> _WORKING DATA_
***
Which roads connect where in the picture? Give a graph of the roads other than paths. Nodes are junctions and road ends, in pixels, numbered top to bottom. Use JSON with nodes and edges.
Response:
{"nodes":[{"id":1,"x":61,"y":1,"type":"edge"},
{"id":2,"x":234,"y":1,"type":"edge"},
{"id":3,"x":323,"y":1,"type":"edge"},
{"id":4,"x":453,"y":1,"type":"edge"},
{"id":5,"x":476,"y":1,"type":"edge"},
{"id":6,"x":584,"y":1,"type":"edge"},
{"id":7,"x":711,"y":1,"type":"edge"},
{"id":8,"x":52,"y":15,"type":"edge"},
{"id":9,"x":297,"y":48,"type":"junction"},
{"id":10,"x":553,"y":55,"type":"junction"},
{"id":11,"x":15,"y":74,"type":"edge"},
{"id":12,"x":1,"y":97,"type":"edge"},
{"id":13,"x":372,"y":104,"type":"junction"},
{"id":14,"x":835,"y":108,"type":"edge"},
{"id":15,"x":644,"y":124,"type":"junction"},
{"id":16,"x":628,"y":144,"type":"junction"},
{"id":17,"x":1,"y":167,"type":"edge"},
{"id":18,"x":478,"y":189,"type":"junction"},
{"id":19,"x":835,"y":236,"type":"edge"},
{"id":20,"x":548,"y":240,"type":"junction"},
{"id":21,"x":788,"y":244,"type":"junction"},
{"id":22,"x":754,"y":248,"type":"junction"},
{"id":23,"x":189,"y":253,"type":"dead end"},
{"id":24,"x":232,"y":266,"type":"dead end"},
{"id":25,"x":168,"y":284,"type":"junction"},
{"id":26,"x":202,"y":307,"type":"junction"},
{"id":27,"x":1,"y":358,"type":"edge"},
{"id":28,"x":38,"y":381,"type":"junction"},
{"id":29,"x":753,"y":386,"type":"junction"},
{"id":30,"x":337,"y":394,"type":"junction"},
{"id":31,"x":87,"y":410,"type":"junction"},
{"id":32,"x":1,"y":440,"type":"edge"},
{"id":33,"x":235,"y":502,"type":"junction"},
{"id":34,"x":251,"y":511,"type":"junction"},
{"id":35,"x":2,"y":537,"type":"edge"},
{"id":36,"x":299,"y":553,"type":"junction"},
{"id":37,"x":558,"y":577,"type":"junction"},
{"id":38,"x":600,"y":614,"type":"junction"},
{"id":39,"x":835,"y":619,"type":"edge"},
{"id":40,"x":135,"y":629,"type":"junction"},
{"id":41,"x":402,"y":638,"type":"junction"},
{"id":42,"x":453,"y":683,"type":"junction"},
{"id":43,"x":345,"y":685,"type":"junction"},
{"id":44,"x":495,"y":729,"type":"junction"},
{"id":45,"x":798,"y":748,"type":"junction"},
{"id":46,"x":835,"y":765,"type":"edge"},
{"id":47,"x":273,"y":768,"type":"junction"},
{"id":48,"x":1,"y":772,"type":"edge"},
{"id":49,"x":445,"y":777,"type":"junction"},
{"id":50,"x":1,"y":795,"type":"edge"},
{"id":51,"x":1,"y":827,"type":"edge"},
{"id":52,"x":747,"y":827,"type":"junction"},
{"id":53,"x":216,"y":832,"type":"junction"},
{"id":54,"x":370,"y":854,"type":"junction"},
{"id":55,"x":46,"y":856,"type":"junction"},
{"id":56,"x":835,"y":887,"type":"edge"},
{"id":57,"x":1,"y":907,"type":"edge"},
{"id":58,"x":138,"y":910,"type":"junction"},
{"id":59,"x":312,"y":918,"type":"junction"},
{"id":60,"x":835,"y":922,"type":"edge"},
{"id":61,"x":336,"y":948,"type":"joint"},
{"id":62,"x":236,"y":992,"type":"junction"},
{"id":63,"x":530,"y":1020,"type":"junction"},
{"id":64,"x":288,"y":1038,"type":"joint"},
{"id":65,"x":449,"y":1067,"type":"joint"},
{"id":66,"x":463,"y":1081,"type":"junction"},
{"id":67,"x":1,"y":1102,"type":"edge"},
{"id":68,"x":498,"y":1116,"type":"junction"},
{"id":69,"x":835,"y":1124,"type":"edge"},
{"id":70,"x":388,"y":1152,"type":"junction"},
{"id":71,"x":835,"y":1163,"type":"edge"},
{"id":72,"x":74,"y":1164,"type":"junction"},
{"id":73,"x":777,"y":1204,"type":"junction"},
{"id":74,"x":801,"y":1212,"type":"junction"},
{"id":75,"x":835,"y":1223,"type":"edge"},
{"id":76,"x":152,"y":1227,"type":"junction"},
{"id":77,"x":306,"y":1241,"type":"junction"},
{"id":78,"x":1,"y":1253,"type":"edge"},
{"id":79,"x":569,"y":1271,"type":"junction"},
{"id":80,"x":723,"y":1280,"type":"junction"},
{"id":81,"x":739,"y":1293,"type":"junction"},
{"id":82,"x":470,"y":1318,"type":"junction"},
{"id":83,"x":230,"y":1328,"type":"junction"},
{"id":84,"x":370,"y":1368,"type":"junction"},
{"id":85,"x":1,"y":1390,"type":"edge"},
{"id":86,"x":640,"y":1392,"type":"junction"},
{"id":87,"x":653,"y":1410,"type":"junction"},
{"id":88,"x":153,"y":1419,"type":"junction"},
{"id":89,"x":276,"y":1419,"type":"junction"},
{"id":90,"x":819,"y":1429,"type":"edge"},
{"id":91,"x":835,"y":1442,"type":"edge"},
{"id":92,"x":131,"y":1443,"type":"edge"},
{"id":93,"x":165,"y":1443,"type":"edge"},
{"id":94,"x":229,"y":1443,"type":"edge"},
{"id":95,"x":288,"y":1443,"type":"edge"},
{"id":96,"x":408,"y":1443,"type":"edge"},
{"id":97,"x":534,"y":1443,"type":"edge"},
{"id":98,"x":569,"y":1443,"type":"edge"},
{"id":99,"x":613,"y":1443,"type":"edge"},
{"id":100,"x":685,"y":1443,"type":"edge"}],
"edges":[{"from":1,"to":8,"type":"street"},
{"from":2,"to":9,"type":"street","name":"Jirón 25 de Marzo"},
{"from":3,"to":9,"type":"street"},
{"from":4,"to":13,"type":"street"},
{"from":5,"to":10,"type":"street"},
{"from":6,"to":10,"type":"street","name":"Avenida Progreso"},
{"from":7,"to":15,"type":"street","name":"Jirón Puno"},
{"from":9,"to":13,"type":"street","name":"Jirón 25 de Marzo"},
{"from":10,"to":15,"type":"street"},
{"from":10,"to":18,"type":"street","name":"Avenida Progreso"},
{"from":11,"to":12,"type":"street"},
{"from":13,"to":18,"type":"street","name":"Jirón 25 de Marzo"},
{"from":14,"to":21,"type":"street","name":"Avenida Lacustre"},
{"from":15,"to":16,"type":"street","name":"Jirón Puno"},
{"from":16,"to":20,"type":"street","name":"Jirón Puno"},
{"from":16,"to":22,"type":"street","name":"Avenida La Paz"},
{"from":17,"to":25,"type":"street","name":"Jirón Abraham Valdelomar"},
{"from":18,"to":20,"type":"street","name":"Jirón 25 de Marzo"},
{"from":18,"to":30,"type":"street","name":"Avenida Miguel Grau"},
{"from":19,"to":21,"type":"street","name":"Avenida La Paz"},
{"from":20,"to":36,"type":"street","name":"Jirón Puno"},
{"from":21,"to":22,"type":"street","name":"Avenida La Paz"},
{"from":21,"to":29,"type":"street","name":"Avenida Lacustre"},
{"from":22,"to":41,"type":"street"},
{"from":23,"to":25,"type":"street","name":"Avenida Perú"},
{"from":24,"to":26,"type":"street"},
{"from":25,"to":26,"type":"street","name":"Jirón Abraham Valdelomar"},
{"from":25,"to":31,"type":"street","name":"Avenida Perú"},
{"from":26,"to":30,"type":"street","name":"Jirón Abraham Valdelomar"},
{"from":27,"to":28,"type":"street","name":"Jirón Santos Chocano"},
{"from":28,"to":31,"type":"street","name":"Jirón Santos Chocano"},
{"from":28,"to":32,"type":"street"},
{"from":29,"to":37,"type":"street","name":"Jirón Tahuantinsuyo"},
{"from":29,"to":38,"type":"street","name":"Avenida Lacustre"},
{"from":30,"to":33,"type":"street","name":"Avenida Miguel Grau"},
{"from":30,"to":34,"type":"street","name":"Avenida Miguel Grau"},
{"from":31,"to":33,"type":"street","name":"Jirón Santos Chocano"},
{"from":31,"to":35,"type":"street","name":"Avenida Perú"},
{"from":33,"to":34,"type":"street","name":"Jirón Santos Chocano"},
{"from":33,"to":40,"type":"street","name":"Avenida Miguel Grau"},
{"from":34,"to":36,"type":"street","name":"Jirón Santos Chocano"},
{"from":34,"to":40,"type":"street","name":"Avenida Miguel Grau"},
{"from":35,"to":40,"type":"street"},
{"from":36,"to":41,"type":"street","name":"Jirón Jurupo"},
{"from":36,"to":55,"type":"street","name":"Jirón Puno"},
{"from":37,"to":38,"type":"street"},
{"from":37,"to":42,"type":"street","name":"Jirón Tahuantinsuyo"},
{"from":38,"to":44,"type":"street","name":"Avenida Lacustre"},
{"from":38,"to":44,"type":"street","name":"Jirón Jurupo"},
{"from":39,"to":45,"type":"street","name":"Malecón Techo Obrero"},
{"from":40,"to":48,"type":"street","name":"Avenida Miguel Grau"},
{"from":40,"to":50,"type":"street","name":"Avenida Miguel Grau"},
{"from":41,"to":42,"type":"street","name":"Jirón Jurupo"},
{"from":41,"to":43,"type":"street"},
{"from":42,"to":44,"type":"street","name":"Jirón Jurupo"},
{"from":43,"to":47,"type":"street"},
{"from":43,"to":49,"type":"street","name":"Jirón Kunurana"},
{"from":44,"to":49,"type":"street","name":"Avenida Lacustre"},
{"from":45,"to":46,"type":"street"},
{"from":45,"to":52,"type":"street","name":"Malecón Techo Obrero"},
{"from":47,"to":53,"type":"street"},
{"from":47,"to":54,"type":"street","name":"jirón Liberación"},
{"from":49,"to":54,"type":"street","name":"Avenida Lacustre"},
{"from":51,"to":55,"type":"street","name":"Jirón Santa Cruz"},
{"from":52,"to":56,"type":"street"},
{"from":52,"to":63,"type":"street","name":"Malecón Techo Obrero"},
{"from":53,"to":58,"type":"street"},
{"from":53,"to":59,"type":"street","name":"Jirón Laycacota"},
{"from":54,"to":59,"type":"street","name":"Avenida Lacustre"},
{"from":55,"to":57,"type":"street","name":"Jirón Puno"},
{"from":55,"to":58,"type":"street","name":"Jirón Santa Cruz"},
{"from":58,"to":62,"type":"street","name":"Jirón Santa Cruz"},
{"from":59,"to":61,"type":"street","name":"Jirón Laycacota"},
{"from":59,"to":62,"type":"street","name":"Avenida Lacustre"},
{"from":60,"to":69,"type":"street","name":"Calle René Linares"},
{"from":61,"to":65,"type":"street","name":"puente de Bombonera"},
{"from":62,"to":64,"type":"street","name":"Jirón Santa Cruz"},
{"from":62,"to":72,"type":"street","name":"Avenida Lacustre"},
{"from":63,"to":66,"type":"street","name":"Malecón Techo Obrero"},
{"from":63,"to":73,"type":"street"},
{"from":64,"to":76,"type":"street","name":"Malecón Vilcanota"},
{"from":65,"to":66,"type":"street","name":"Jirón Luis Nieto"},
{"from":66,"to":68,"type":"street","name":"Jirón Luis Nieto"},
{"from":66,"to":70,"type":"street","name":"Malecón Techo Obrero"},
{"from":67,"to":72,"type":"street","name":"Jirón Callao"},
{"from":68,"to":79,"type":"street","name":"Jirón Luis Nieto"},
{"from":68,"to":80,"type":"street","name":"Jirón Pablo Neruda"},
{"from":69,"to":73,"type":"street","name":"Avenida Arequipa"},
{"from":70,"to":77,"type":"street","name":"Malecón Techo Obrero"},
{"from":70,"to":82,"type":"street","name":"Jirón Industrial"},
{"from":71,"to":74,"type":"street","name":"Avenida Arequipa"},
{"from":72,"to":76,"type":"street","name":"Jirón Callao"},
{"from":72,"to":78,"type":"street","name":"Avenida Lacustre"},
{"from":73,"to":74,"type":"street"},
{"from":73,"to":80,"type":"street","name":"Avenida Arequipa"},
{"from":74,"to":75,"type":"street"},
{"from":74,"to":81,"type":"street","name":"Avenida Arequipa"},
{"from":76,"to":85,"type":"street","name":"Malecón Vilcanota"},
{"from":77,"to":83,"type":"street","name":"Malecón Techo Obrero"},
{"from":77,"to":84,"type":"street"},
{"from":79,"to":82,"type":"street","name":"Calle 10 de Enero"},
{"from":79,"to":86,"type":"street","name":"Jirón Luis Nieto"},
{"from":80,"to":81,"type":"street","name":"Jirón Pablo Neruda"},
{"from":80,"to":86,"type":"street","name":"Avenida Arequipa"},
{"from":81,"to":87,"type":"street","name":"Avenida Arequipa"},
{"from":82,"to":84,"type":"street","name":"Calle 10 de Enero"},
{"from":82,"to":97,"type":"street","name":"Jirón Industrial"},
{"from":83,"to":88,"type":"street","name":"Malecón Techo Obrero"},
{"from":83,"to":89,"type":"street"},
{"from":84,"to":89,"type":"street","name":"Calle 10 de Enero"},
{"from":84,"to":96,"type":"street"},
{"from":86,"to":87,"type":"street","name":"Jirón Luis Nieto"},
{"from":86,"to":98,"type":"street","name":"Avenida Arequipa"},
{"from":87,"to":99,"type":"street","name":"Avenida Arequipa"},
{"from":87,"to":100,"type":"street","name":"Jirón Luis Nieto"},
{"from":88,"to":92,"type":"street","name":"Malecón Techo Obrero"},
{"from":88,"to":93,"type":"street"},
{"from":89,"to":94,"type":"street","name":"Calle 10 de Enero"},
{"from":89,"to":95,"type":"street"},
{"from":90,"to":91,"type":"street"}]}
***
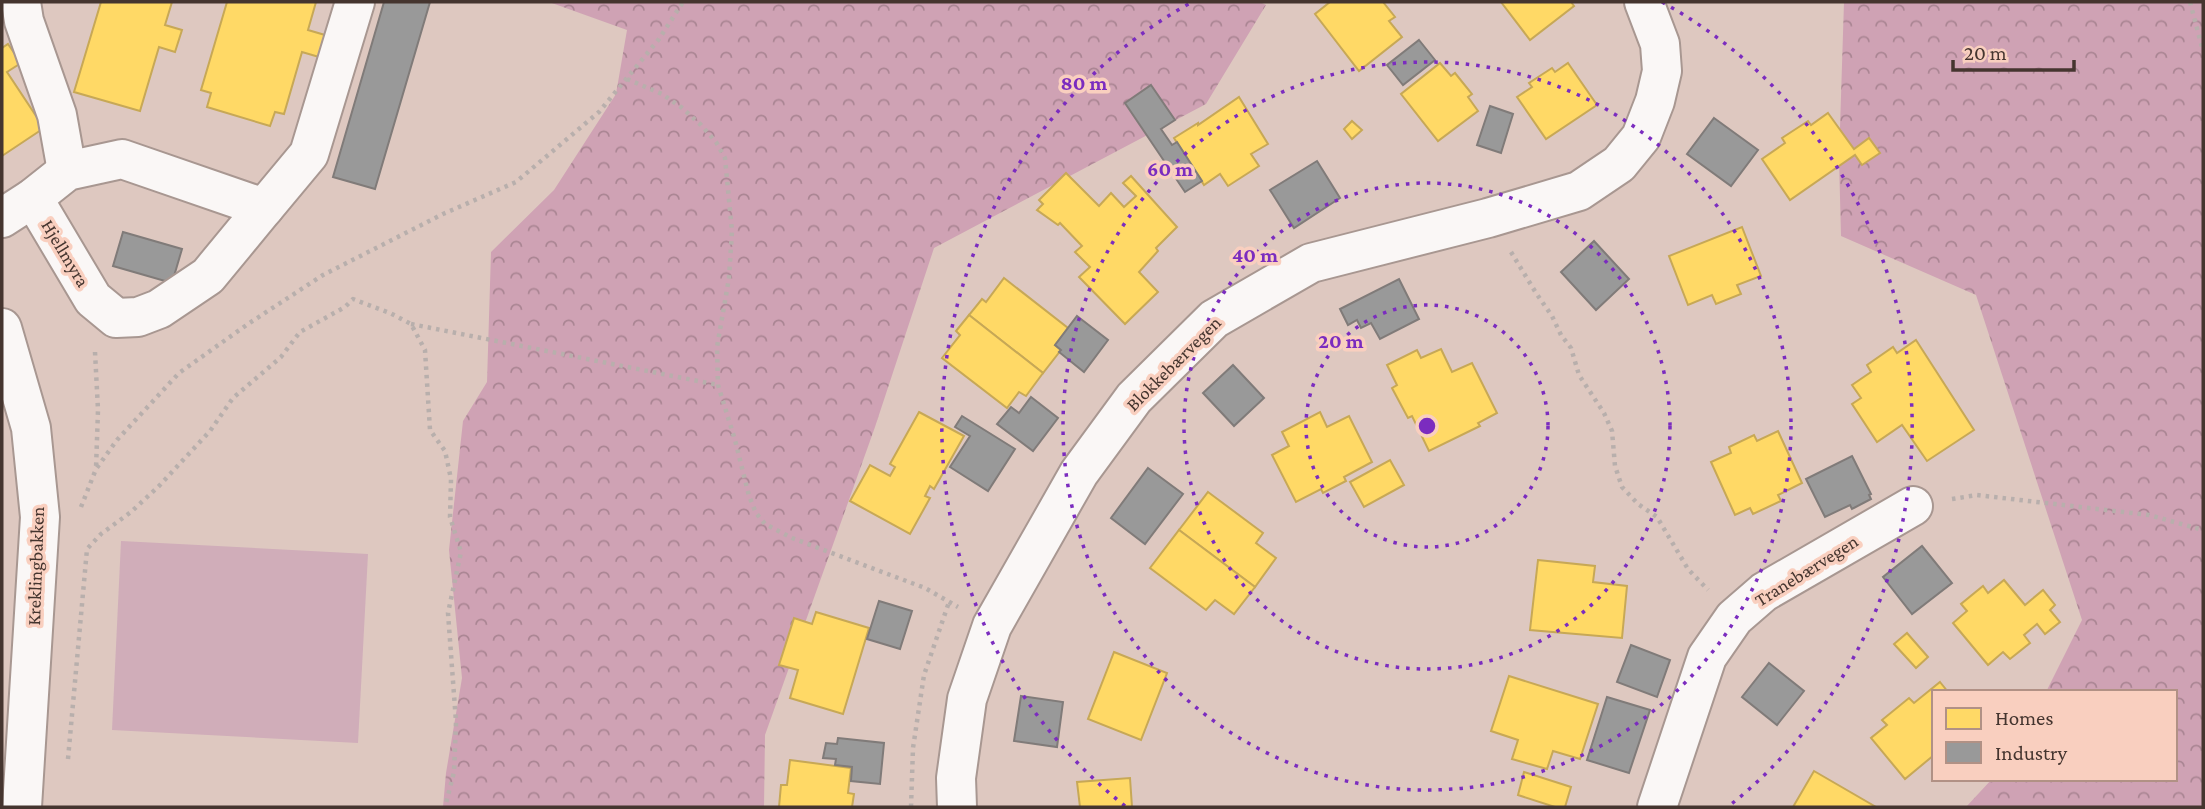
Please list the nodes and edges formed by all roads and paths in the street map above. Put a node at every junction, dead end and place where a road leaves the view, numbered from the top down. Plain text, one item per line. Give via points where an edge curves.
***
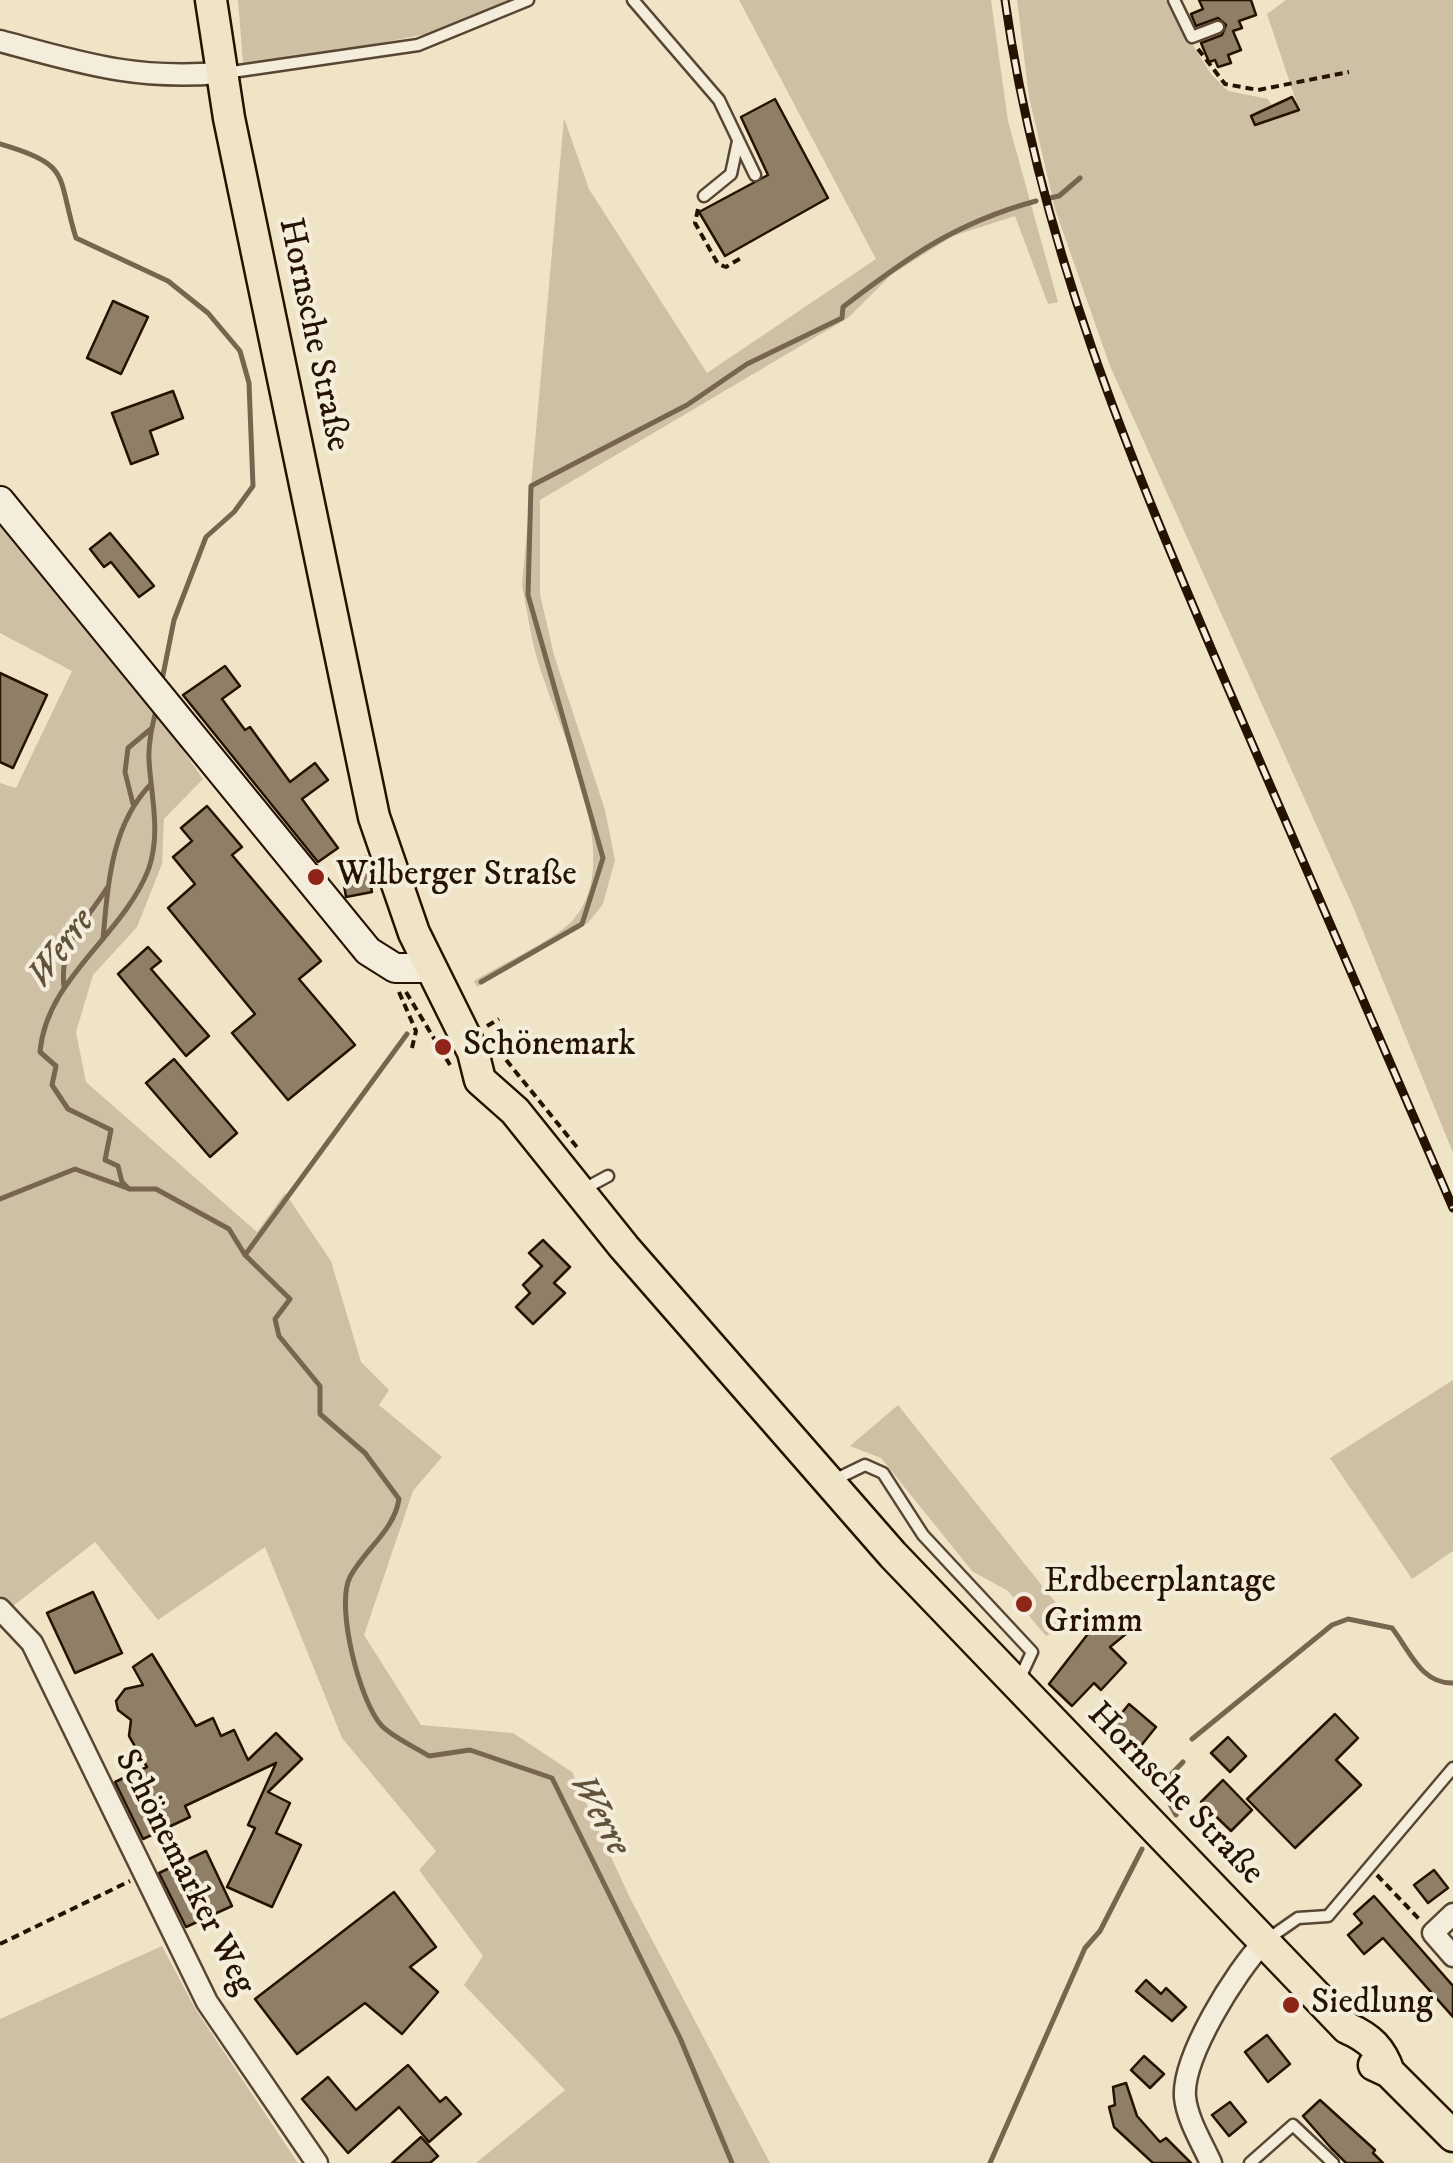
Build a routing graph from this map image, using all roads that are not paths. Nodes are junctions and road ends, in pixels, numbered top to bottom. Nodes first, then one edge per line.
***
> _INSTRUCTIONS FOR THE TASK_
Gather every line from the entries above where the word "numbered" appears, and copy them.

> _WRITTEN SOLUTION_
Which roads connect where in the picture? Give a graph of the roads other than paths. Nodes are junctions and road ends, in pixels, numbered top to bottom. Use JSON with nodes and edges.
Please list the nodes and edges formed by all roads and paths in the street map above. Put a node at every junction, dead end and place where a road leaves the view, numbered from the top down. Plain text, one item per line. Give via points where an edge curves.
Build a routing graph from this map image, using all roads that are not paths. Nodes are junctions and road ends, in pixels, numbered top to bottom. Nodes first, then one edge per line.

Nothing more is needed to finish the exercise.